From the previously published report on the "36 TH IEE Vehicular Technology Conference", a method for reducing the interference of a telephone connection due to outside noise of the vehicle is known. According to this method, the external noise is recorded with a microphone attached outside the passenger compartment and its signals are linked with the microphone signal of the telephone handset in order to reduce noise. To reduce the interference of a telephone call by a car radio loudspeaker in the vehicle, it is also known from EP 56 587 to lower the sound level of the loudspeaker during the establishment of a telephone call connection.

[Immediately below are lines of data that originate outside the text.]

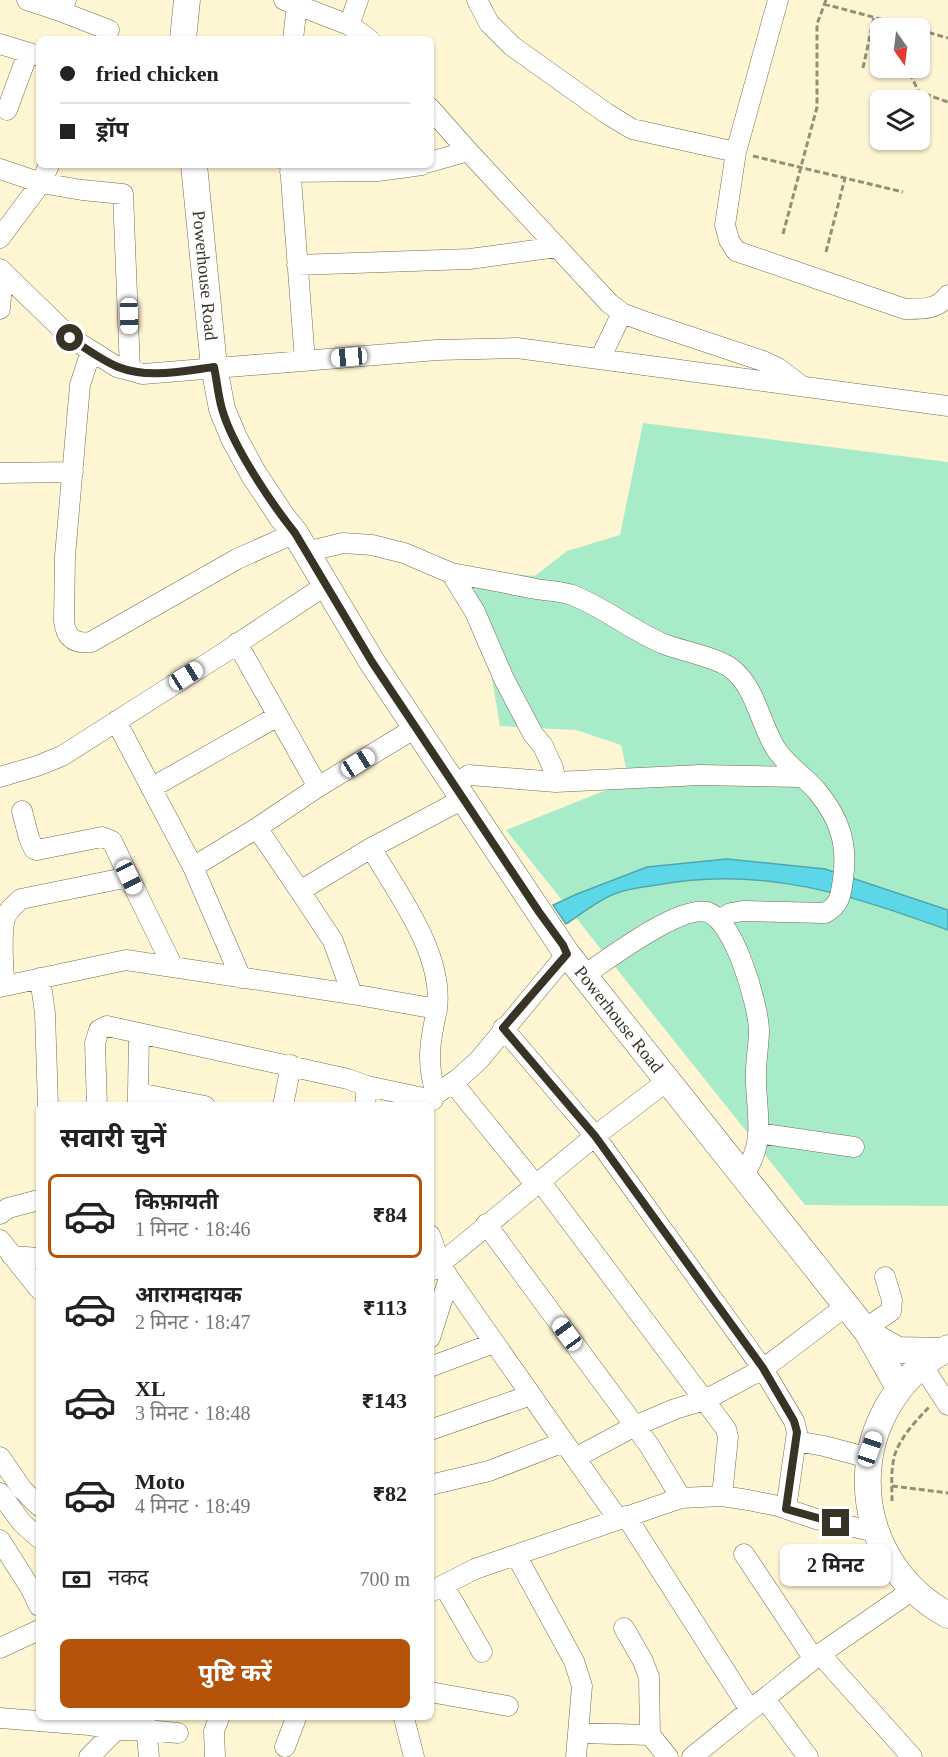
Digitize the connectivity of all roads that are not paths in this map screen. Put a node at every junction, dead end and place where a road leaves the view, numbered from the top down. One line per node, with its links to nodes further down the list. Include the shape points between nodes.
1 (27, 0): 7 (street)
2 (187, 0): 10 (main road)
3 (358, 0): 8 (street)
4 (477, 0): 18 (street, via 489,23 512,46 632,129)
5 (778, 0): 18 (street)
6 (291, 3): 8 (street); 11 (street)
7 (62, 5): 9 (street)
8 (350, 26): 12 (street)
9 (109, 30)
10 (183, 36)
11 (293, 36)
12 (365, 36)
13 (0, 44): 14 (street)
14 (34, 54): 16 (street)
15 (434, 113): 17 (street)
16 (2, 114)
17 (468, 151): 19 (street); 27 (street)
18 (736, 152): 30 (street, via 725,225 736,251 905,309 927,309)
19 (434, 161)
20 (48, 168): 25 (street)
21 (194, 168): 36 (main road, Powerhouse Road)
22 (290, 168): 23 (street); 28 (street)
23 (400, 168)
24 (0, 169): 25 (street)
25 (40, 183): 26 (street); 37 (street, via 123,194)
26 (0, 238)
27 (557, 247): 28 (street, via 470,259); 32 (street)
28 (297, 265): 35 (street)
29 (1, 271): 31 (street); 33 (street, via 70,338)
30 (948, 296)
31 (0, 309)
32 (622, 313): 34 (street); 38 (street, via 764,361)
33 (90, 351): 37 (street); 40 (street, via 80,385)
34 (600, 359): 35 (street, via 517,348); 38 (street)
35 (305, 361): 36 (street)
36 (214, 367): 37 (street, via 143,374); 42 (main road, Powerhouse Road, via 222,409 234,438)
37 (130, 370)
38 (801, 385): 39 (street)
39 (948, 406)
40 (73, 472): 41 (street); 42 (street, via 64,621 71,639 80,643 92,642 237,559)
41 (0, 473)
42 (300, 542): 43 (street, via 372,545); 44 (main road, Powerhouse Road)
43 (451, 573): 50 (street, via 570,594 644,635 733,669 750,692 775,747); 51 (street, via 475,612 533,734 543,746)
44 (326, 585): 45 (street); 48 (main road, Powerhouse Road)
45 (237, 643): 46 (street); 47 (street)
46 (278, 716): 52 (street); 53 (street)
47 (116, 721): 49 (street, via 62,756); 53 (street)
48 (417, 727): 52 (street); 54 (main road, Powerhouse Road)
49 (0, 777)
50 (801, 777): 51 (street, via 700,775); 61 (street, via 832,813 842,834 846,859 835,908 825,913 743,911)
51 (556, 782): 54 (street, via 469,775)
52 (318, 787): 56 (street)
53 (151, 788): 58 (street)
54 (460, 791): 57 (street); 62 (main road, Powerhouse Road)
55 (22, 811): 59 (street, via 34,849 102,837 112,841)
56 (257, 828): 58 (street); 60 (street)
57 (371, 848): 60 (street); 69 (street, via 431,956 439,994)
58 (193, 867): 66 (street)
59 (129, 877): 63 (street); 67 (street, via 21,899 6,916)
60 (300, 891): 68 (street, via 333,941)
61 (719, 920): 64 (street, via 708,912 698,912 665,922); 82 (street, via 736,948 757,1010)
62 (565, 949): 64 (main road, Powerhouse Road); 70 (street)
63 (173, 967): 65 (street, via 126,960); 66 (street)
64 (583, 976): 73 (main road, Powerhouse Road)
65 (40, 978): 67 (street); 78 (street)
66 (241, 978): 68 (street)
67 (2, 986)
68 (352, 994): 69 (street)
69 (437, 1009): 77 (street, via 429,1048)
70 (503, 1028): 74 (street, via 479,1060); 83 (street)
71 (139, 1033): 72 (street); 76 (street); 79 (street, via 107,1026 99,1030 94,1042)
72 (291, 1065): 75 (street, via 348,1078); 81 (street)
73 (667, 1081): 83 (street); 85 (main road, Powerhouse Road)
74 (453, 1083): 77 (street); 86 (street)
75 (366, 1096): 77 (street)
76 (138, 1099): 80 (street)
77 (433, 1100)
78 (48, 1102)
79 (97, 1102)
80 (167, 1102)
81 (284, 1102)
82 (758, 1133): 84 (street); 85 (street, via 755,1154)
83 (595, 1136): 86 (street); 103 (street)
84 (854, 1147)
85 (743, 1177): 97 (main road, Powerhouse Road)
86 (538, 1182): 89 (street); 106 (street)
87 (36, 1201): 88 (street)
88 (0, 1214)
89 (486, 1224): 94 (street); 108 (street)
90 (0, 1240): 92 (street)
91 (434, 1251): 94 (street)
92 (12, 1256): 93 (street); 96 (street)
93 (36, 1258)
94 (439, 1271): 98 (street); 100 (street)
95 (885, 1277): 99 (street, via 891,1311)
96 (36, 1285)
97 (846, 1306): 99 (main road, Powerhouse Road); 103 (street)
98 (434, 1308)
99 (866, 1331): 101 (main road, via 898,1350); 104 (main road)
100 (494, 1343): 102 (street); 105 (street)
101 (938, 1355): 104 (main road); 107 (street)
102 (434, 1366)
103 (763, 1368): 106 (street); 110 (street, via 794,1421)
104 (899, 1388): 113 (main road, via 881,1418)
105 (531, 1395): 109 (street); 111 (street)
106 (705, 1400): 108 (street); 116 (street, via 726,1428 728,1437)
107 (938, 1406)
108 (635, 1426): 111 (street); 117 (street)
109 (434, 1429)
110 (796, 1442): 113 (street); 120 (street)
111 (570, 1450): 114 (street); 121 (street)
112 (0, 1457): 115 (street)
113 (870, 1458): 122 (main road, via 867,1482)
114 (434, 1484)
115 (22, 1489): 118 (street); 119 (street)
116 (722, 1496): 117 (street); 120 (street)
117 (681, 1498): 121 (street)
118 (3, 1500): 123 (street)
119 (36, 1503)
120 (786, 1509): 122 (street)
121 (622, 1518): 126 (street); 137 (street)
122 (877, 1532): 128 (main road, via 880,1545 897,1572)
123 (36, 1535)
124 (0, 1539): 129 (street)
125 (744, 1554): 135 (street)
126 (516, 1555): 127 (street, via 475,1569); 146 (street, via 574,1660 582,1686)
127 (437, 1589): 134 (street)
128 (914, 1589): 130 (main road); 135 (street)
129 (36, 1599)
130 (948, 1615)
131 (624, 1628): 147 (street, via 649,1677)
132 (36, 1631): 133 (street)
133 (0, 1648)
134 (482, 1652)
135 (817, 1657): 137 (street); 149 (street)
136 (434, 1693): 138 (street)
137 (758, 1704): 150 (street); 157 (street)
138 (508, 1707)
139 (0, 1718): 144 (street)
140 (218, 1720): 153 (street, via 214,1731)
141 (295, 1720): 148 (street)
142 (405, 1720): 154 (street)
143 (145, 1724): 144 (street); 145 (street); 152 (street)
144 (116, 1730): 151 (street)
145 (178, 1733)
146 (579, 1733): 147 (street); 155 (street)
147 (650, 1735): 156 (street)
148 (285, 1747)
149 (900, 1753)
150 (703, 1754)
151 (89, 1757)
152 (149, 1757)
153 (215, 1757)
154 (414, 1757)
155 (576, 1757)
156 (668, 1757)
157 (808, 1757)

The present invention relates to another field of recognition of voice signals, namely voice commands in a motor vehicle. The focus here is on the clear assignment of a command word from the driver or front passenger. Therefore, a reduction in the sound level of vehicle speakers is not satisfactory. Even when the level is lowered, words can appear in the program which, although undesirable, could act as command words.

This danger can be significantly reduced by the solution of the task according to the invention, which is characterized by the features of the main claim.

Arrangements required to carry out the method according to the invention can be implemented in a simple manner by means of modern semiconductor technology.

The measures listed in the subclaims enable advantageous developments and improvements of the invention specified in the main claim and advantageous arrangements for carrying out the method according to the invention.

Fig. 1

eine schematische Darstellung einer erfindungsgemäßen Anordnung in einem Kraftfahrzeug und

Fig. 2

ein Blockschaltbild einer erfindungsgemäßen Anordnung.

An embodiment of the invention is shown in the drawing using several figures and explained in more detail in the following description. It shows:

Fig. 1

a schematic representation of an arrangement according to the invention in a motor vehicle and

Fig. 2

a block diagram of an arrangement according to the invention.

Identical parts are provided with the same reference symbols in the figures.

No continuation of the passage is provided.